- **Task description**: Exactly reproduce the line containing "index pip: (239, 139)" together with every line after it, through the end of the entries, and give nothing more.

[Items listed in a dataset]

◆ ◆ ◆ ◆

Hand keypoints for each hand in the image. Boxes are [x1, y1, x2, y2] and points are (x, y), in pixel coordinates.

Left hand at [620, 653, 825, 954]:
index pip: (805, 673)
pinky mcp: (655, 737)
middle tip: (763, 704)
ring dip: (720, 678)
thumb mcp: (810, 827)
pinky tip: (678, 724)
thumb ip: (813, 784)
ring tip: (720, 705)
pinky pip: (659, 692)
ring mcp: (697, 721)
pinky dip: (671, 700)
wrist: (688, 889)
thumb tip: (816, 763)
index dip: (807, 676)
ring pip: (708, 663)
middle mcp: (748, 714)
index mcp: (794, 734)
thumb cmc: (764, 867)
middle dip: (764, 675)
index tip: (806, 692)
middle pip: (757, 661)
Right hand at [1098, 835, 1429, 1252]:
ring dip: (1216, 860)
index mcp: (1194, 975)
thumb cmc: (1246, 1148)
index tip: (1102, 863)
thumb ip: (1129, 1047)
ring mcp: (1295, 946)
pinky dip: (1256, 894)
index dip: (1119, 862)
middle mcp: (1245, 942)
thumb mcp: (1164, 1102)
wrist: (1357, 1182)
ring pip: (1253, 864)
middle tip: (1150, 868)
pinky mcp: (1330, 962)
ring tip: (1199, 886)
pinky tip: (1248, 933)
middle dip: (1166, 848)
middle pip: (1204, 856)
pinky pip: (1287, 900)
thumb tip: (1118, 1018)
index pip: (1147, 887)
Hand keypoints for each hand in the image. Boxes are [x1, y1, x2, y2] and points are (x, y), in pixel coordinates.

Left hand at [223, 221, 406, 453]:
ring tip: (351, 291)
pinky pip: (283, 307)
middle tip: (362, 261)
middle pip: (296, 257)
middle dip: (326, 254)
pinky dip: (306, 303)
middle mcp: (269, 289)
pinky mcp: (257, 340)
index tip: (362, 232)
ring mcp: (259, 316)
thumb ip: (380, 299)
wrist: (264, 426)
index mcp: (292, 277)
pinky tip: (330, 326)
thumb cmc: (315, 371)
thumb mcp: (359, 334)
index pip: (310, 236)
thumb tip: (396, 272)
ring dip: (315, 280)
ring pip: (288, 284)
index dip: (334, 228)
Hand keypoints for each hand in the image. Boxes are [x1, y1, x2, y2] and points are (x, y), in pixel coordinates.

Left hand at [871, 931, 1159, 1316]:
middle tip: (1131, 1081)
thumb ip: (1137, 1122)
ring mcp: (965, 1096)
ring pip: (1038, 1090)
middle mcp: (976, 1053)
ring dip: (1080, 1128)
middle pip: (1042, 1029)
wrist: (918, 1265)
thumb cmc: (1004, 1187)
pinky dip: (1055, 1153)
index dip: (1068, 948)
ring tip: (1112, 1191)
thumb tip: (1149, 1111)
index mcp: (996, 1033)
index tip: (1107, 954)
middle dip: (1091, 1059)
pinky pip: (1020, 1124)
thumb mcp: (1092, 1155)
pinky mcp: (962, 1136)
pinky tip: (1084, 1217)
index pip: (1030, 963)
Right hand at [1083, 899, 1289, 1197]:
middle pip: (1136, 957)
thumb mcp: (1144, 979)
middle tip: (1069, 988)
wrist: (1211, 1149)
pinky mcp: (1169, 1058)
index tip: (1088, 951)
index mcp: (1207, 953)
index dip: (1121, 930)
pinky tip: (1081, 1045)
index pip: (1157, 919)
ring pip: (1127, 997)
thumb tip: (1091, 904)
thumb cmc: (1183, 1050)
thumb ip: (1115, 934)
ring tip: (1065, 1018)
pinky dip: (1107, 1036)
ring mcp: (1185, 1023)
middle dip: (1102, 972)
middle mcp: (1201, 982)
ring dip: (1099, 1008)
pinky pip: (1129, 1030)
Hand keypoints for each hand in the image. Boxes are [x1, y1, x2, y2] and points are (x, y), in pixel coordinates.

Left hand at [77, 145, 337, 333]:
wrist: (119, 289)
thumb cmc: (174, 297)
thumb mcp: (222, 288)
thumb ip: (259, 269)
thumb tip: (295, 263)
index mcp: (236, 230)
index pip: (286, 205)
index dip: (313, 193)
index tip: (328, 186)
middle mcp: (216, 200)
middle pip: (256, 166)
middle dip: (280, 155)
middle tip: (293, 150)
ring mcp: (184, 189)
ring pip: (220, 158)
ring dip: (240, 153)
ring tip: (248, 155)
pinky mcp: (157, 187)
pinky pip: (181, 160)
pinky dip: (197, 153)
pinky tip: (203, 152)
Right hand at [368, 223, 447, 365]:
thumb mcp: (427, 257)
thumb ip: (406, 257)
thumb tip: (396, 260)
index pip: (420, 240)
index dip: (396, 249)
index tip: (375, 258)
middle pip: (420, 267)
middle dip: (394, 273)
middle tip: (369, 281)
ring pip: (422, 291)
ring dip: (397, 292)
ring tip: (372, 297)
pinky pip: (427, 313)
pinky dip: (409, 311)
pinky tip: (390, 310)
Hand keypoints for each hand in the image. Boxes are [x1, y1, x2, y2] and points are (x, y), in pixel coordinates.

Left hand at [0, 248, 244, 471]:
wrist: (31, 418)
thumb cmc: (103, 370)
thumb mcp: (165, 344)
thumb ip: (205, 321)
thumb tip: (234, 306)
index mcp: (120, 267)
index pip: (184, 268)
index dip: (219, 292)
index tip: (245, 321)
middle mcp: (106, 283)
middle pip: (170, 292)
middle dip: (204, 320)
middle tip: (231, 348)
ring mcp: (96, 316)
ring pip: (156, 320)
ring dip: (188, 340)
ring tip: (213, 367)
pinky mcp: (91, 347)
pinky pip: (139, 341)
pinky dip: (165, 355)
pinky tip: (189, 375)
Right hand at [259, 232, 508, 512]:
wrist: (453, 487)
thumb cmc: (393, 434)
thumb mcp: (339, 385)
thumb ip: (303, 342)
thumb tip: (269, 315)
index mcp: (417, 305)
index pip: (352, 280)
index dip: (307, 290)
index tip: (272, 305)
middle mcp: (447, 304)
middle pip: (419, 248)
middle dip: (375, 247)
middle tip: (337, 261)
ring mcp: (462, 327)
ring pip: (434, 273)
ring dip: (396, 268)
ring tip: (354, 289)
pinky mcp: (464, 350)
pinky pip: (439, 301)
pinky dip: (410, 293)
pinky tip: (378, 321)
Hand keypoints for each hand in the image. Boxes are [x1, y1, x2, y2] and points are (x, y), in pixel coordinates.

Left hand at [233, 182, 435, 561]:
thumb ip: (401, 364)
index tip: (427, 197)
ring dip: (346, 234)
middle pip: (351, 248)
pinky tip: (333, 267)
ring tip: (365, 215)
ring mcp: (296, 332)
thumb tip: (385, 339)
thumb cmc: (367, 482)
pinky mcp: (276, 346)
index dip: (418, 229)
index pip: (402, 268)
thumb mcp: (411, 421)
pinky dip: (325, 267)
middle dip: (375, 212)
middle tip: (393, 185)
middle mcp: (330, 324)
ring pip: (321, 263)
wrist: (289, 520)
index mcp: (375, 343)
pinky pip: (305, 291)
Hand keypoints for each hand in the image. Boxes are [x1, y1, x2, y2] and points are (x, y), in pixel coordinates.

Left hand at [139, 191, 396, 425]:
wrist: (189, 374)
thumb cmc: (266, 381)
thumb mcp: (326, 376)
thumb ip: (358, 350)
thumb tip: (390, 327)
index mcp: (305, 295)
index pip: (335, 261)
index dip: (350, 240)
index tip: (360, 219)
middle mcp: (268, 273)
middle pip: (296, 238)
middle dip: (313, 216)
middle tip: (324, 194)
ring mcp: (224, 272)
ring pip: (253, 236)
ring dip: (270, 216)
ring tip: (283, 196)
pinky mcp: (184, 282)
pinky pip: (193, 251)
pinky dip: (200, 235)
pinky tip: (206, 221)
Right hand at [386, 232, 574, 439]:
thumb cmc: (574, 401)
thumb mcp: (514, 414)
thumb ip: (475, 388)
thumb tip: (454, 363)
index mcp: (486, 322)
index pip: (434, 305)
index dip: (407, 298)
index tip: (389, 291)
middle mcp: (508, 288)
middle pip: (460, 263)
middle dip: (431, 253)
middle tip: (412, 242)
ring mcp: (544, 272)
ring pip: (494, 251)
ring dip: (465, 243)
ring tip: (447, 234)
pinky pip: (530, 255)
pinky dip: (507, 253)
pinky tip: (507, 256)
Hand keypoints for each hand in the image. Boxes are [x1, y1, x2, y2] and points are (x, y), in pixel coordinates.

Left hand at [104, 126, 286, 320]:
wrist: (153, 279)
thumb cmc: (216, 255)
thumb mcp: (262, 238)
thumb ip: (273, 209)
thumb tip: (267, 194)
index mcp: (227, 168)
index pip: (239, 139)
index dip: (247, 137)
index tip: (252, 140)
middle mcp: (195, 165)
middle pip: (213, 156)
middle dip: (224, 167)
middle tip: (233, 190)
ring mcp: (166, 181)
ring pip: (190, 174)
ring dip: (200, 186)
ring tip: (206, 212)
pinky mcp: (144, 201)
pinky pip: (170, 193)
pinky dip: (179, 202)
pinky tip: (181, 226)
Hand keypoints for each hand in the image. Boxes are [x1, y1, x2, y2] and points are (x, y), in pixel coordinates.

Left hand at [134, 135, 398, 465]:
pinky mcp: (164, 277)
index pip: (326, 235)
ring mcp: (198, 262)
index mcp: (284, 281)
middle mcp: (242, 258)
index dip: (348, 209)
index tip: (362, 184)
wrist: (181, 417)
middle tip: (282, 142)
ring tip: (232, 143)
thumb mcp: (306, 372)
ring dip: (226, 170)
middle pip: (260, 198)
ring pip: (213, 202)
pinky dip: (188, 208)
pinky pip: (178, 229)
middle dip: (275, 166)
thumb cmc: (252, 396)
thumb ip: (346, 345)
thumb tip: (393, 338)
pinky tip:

◆ ◆ ◆ ◆

- **Written answer**:
index pip: (239, 139)
index dip: (247, 137)
index tip: (252, 140)
middle mcp: (195, 165)
middle pip: (213, 156)
middle dip: (224, 167)
middle tip: (233, 190)
ring mcp: (166, 181)
ring pip: (190, 174)
ring dip: (200, 186)
ring tip: (206, 212)
pinky mcp: (144, 201)
pinky pip: (170, 193)
pinky dip: (179, 202)
pinky tip: (181, 226)
Hand keypoints for each hand in the image. Boxes are [x1, y1, x2, y2] and points are (x, y), in pixel coordinates.

Left hand at [134, 135, 398, 465]:
pinky mcp: (164, 277)
index pip: (326, 235)
ring mcp: (198, 262)
index mcp: (284, 281)
middle mcp: (242, 258)
index dip: (348, 209)
index tip: (362, 184)
wrist: (181, 417)
middle tip: (282, 142)
ring tip: (232, 143)
thumb mcp: (306, 372)
ring dip: (226, 170)
middle pip: (260, 198)
ring pip: (213, 202)
pinky dip: (188, 208)
pinky pip: (178, 229)
middle dip: (275, 166)
thumb cmc: (252, 396)
thumb ip: (346, 345)
thumb tip: (393, 338)
pinky tip:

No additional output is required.